Whenever the word "dead" shows up in a line of the data, copy that line.

--------------------------------

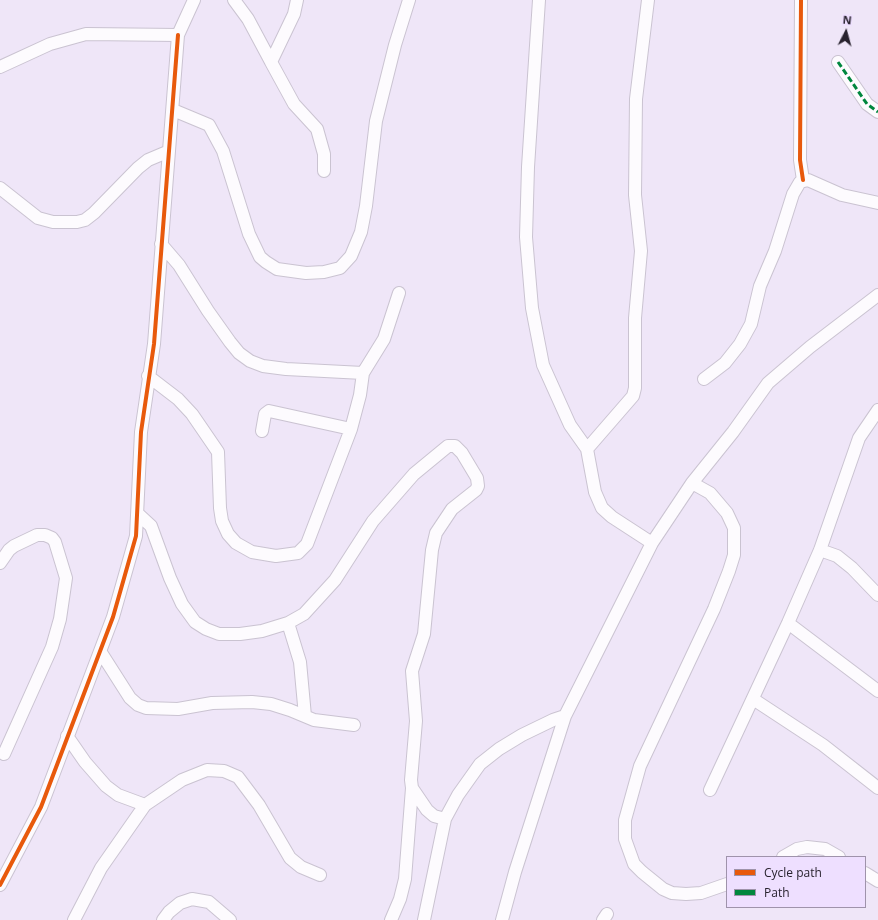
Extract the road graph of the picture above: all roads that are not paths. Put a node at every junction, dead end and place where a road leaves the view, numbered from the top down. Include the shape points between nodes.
1 (194, 0) edge
2 (234, 0) edge
3 (297, 0) edge
4 (409, 0) edge
5 (539, 0) edge
6 (648, 0) edge
7 (801, 0) edge
8 (178, 35) junction
9 (271, 62) junction
10 (838, 62) dead end
11 (0, 67) edge
12 (173, 110) junction
13 (878, 112) edge
14 (167, 152) junction
15 (324, 171) dead end
16 (803, 180) junction
17 (0, 188) edge
18 (878, 203) edge
19 (161, 244) junction
20 (399, 293) dead end
21 (878, 295) edge
22 (364, 373) junction
23 (148, 376) junction
24 (704, 379) dead end
25 (878, 410) edge
26 (351, 428) junction
27 (262, 431) dead end
28 (587, 449) junction
29 (692, 483) junction
30 (138, 514) junction
31 (652, 543) junction
32 (820, 550) junction
33 (0, 563) edge
34 (878, 595) edge
35 (788, 622) junction
36 (288, 623) junction
37 (100, 651) junction
38 (878, 691) edge
39 (753, 699) junction
40 (305, 716) junction
41 (565, 716) junction
42 (354, 725) dead end
43 (67, 736) junction
44 (4, 754) dead end
45 (412, 788) junction
46 (878, 788) edge
47 (710, 790) dead end
48 (144, 805) junction
49 (445, 819) junction
50 (785, 856) edge
51 (836, 856) edge
52 (866, 874) edge
53 (320, 875) dead end
54 (878, 882) edge
55 (726, 884) edge
56 (0, 885) edge
57 (74, 920) edge
58 (163, 920) edge
59 (230, 920) edge
60 (391, 920) edge
61 (424, 920) edge
62 (502, 920) edge

1 - 8 street
2 - 9 street via 248,19
3 - 9 street via 294,14
4 - 12 street via 376,121 361,232 351,256 340,268 306,273 278,269 260,257 249,234 223,151 209,125
5 - 28 street via 528,160 526,237 532,308 542,365 570,425
6 - 28 street via 636,99 635,195 641,251 636,318 635,388 633,396
7 - 16 street via 800,160
8 - 11 street via 86,34 50,44
8 - 12 street
9 - 15 street via 294,104 317,128 324,154
10 - 13 street via 867,104
12 - 14 street
14 - 17 street via 148,160 94,213 77,222 53,222 38,218
14 - 19 street
16 - 18 street via 816,182 827,189 859,200
16 - 24 street via 793,194 775,251 760,286 751,324 725,363
19 - 22 street via 179,265 239,354 250,361 263,366 286,369
19 - 23 street via 154,344
20 - 22 street via 384,339
21 - 29 street via 768,383
22 - 26 street
23 - 26 street via 178,399 192,414 218,452 222,521 228,534 236,543 263,555 298,553 305,548
23 - 30 street via 141,432
25 - 32 street via 860,438
26 - 27 street via 269,411 265,414
28 - 31 street via 595,492 602,508
29 - 31 street
29 - 55 street via 710,493 727,513 734,528 734,555 714,609 640,766 625,820 625,839 634,864 663,889 672,893 701,893
30 - 36 street via 152,526 170,578 188,614 195,622 219,634 240,634
30 - 37 street via 136,536 122,588
31 - 41 street
32 - 34 street via 837,556
32 - 35 street
33 - 44 street via 14,546 37,535 45,535 55,542 66,578 60,619 52,647
35 - 38 street
35 - 39 street
36 - 40 street via 300,662
36 - 45 street via 304,614 335,580 373,521 414,474 448,446 458,447 477,478 478,486 452,509 436,533 432,550 424,634 412,671 416,721
37 - 40 street via 130,698 138,705 154,709 178,709 219,702 252,702 271,704
37 - 43 street
39 - 46 street via 823,745
39 - 47 street
40 - 42 street via 322,722
41 - 49 street via 522,735 480,764
41 - 62 street
43 - 48 street via 106,786 118,795
43 - 56 street via 41,807
45 - 49 street via 427,810 434,816
45 - 60 street via 405,879
48 - 53 street via 195,773 215,770 232,774 246,785 290,858 301,867
48 - 57 street via 101,868
49 - 61 street
50 - 51 street via 806,847 820,848
52 - 54 street
58 - 59 street via 180,904 192,900 209,902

--------------------------------

» **Written response**:
Extract the road graph of the picture above: all roads that are not paths. Put a node at every junction, dead end and place where a road leaves the view, numbered from the top down. Include the shape points between nodes.
10 (838, 62) dead end
15 (324, 171) dead end
20 (399, 293) dead end
24 (704, 379) dead end
27 (262, 431) dead end
42 (354, 725) dead end
44 (4, 754) dead end
47 (710, 790) dead end
53 (320, 875) dead end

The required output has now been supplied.